No sweeties without your party piece!

The tiny kids getting their joke wrong are adorable every year.

Neurodiversitydoctor · 01/11/2025 10:40

DaveWatts · 01/11/2025 06:44

I suspect it's regional - I'm early 40s and grew up in the SE, no-one went trick or treating round us. We did go once worth some American friends but it was all pre-arranged with neighbours on their street.

I am nearly 50 London child absolutely went trick or treating from age 7-8 ish so 1983. I think the fil ET popularised it in England. DM is Welsh though so may comethrough some celtic tradition. We were also Catholic so had all souls day off school for church.

Clearinguptheclutter · 01/11/2025 10:40

I’m 47 and it wasn’t really a thing when I was growing up (Wales), certainly my own dm was dead against it - seemed to think it was disrespectful to the dead and felt it was “begging”

after a lot of upset I was eventually allowed to go, once, it would have been around 1985 but it was round a friend’s cul de sac when all the families had already been consulted and agreed!

it’s a reasonably big thing where I live now but it still broadly passed me by until I had my own kids

Maverick66 · 01/11/2025 10:41

@PegDope has it!

Orangebadger · 01/11/2025 10:43

Born 1972 and I went trick or treating, probably from age 5. I remember my last when I took some younger kids out and I was 14.
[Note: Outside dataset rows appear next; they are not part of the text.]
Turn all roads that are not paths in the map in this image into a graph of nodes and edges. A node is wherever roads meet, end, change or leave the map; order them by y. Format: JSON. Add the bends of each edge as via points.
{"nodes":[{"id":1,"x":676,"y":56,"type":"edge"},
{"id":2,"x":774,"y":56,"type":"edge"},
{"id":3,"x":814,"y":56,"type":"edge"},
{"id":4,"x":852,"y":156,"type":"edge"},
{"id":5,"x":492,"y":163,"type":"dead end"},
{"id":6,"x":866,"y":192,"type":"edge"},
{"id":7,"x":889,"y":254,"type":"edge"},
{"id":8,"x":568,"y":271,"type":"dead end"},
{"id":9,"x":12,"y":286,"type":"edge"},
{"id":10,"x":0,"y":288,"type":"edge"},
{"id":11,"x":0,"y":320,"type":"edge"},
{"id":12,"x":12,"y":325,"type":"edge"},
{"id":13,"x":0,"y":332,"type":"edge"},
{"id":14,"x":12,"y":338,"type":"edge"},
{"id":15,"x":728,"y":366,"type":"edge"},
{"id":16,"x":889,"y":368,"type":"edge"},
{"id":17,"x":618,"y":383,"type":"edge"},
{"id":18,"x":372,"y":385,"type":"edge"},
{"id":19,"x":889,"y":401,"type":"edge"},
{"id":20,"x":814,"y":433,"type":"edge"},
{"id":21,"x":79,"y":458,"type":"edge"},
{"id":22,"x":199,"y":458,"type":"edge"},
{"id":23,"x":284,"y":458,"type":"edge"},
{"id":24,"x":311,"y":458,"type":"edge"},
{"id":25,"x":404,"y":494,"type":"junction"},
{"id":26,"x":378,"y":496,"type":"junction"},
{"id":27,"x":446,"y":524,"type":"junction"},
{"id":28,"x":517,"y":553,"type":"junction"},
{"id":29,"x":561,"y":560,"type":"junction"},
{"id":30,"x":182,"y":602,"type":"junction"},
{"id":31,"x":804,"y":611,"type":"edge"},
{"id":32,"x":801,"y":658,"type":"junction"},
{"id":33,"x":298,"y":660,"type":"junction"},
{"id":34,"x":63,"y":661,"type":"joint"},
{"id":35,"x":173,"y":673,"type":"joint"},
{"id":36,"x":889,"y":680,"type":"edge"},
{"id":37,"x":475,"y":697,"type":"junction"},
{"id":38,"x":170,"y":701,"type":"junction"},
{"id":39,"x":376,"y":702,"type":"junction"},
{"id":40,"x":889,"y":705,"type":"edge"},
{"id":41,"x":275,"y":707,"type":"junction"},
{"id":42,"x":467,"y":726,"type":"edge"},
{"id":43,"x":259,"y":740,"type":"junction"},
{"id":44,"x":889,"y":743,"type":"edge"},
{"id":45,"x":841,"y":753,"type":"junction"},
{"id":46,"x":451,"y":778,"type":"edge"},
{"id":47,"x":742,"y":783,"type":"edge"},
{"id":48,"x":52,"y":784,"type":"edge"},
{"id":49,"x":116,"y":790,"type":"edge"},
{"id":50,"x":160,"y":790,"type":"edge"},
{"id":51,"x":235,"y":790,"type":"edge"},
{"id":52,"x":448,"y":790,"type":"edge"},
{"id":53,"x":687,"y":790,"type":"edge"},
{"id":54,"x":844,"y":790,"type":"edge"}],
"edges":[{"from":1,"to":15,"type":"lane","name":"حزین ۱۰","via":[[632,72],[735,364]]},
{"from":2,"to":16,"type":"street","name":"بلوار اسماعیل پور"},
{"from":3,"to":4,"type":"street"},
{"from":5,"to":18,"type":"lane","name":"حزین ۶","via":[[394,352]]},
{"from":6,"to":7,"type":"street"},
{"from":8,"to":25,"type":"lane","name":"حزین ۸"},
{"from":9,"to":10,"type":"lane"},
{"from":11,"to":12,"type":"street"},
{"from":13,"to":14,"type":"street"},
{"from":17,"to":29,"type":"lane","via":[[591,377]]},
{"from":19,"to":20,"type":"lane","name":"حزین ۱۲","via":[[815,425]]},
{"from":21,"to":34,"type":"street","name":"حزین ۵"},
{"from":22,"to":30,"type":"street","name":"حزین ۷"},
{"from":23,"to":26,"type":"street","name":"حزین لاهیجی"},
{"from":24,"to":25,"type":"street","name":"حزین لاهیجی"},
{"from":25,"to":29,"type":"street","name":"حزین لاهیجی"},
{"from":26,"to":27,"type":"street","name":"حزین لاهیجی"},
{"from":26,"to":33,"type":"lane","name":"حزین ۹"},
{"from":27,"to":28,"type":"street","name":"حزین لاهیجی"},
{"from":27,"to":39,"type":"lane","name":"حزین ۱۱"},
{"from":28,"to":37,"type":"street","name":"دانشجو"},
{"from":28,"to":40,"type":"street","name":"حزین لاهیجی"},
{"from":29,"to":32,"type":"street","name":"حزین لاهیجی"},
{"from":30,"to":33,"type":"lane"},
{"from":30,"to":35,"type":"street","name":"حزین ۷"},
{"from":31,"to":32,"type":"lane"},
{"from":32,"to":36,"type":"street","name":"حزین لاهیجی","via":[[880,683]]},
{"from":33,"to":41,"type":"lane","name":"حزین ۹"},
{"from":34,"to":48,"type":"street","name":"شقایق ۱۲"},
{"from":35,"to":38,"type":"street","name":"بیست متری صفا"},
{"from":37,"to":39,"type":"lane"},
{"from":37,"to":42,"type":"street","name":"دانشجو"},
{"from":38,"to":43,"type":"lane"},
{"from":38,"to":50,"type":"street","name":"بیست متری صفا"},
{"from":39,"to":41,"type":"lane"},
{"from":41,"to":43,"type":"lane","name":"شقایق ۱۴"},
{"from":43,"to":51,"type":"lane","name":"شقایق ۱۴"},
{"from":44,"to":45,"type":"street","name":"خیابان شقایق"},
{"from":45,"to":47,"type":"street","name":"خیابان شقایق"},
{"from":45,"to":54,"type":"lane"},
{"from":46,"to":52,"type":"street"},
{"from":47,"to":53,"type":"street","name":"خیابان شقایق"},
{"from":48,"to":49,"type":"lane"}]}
BelatrixLestrange · 01/11/2025 10:44

I am 40 next year.

I have never gone round houses begging for anything and neither have my children.

Grotty behaviour

Neurodiversitydoctor · 01/11/2025 10:47

BelatrixLestrange · 01/11/2025 10:44

I am 40 next year.

I have never gone round houses begging for anything and neither have my children.

Grotty behaviour

Oh lighten up it's lovely. We must have given out a hundred treats last night, it's a great community event, teaches children not to be afraid of the dark and how to talk to adults. The children who came round were aged about 4-14 and without exception polite and charming.

Lanva · 01/11/2025 10:47

We didn't do it (born 80s) but we did drag a fearsome old dolly about in a buggy for about a week before Bonfire Night. We dressed it up in different outfits and sang songs. And we had bobbing for apples.
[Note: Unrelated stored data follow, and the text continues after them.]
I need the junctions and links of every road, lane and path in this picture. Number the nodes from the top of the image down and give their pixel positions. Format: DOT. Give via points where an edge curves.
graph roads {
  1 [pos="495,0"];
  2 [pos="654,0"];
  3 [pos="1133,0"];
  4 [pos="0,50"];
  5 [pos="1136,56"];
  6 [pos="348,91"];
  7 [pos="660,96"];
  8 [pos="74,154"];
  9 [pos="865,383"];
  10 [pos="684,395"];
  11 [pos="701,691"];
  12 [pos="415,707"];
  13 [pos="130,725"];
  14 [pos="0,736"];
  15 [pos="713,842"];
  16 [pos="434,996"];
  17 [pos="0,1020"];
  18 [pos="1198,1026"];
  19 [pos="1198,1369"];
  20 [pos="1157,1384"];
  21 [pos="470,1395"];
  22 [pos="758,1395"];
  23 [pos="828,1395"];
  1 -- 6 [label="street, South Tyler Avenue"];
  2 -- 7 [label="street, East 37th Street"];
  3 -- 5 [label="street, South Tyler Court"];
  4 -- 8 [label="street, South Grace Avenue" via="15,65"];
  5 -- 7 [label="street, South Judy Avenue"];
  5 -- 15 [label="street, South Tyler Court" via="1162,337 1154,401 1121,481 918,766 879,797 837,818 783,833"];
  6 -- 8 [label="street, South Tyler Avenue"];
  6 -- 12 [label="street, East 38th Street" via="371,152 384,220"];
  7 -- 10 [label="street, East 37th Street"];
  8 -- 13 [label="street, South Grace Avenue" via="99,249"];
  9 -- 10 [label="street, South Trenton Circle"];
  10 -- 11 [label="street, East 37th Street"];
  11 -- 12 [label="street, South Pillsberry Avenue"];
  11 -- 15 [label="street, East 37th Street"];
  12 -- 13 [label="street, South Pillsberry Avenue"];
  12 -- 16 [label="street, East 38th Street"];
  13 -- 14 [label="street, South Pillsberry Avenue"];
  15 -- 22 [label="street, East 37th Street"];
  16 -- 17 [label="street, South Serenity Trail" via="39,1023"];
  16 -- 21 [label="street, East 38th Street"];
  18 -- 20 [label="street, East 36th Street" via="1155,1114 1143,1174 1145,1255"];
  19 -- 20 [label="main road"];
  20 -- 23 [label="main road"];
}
One year we made an elaborate papier mache head, which was our best effort and burned well.

GardenDancing · 01/11/2025 10:48

BelatrixLestrange · 01/11/2025 10:44

I am 40 next year.

I have never gone round houses begging for anything and neither have my children.

Grotty behaviour

🤪😂

ChaToilLeam · 01/11/2025 10:49

Born in the 70s in the north of Scotland, we went guising dressed up in home made costumes, lanterns were made of neeps (didn't see a pumpkin until my 20s) and we were all expected to do a poem or a song or something at the door to earn our sweeties. Often we were given fruit or monkey nuts, sometimes money, but best of all was if someone had made toffee apples. 🍎 😋 We used to trade intelligence with other kids about which houses had the best goodies.

BelatrixLestrange · 01/11/2025 10:49

Neurodiversitydoctor · 01/11/2025 10:47

Oh lighten up it's lovely. We must have given out a hundred treats last night, it's a great community event, teaches children not to be afraid of the dark and how to talk to adults. The children who came round were aged about 4-14 and without exception polite and charming.

And they don't get those things any other way? Come on now.

Take your kids out for nightime strolls
Take them to other more appropriate community events
Don't teach them to knock on doors and talk to strange adults.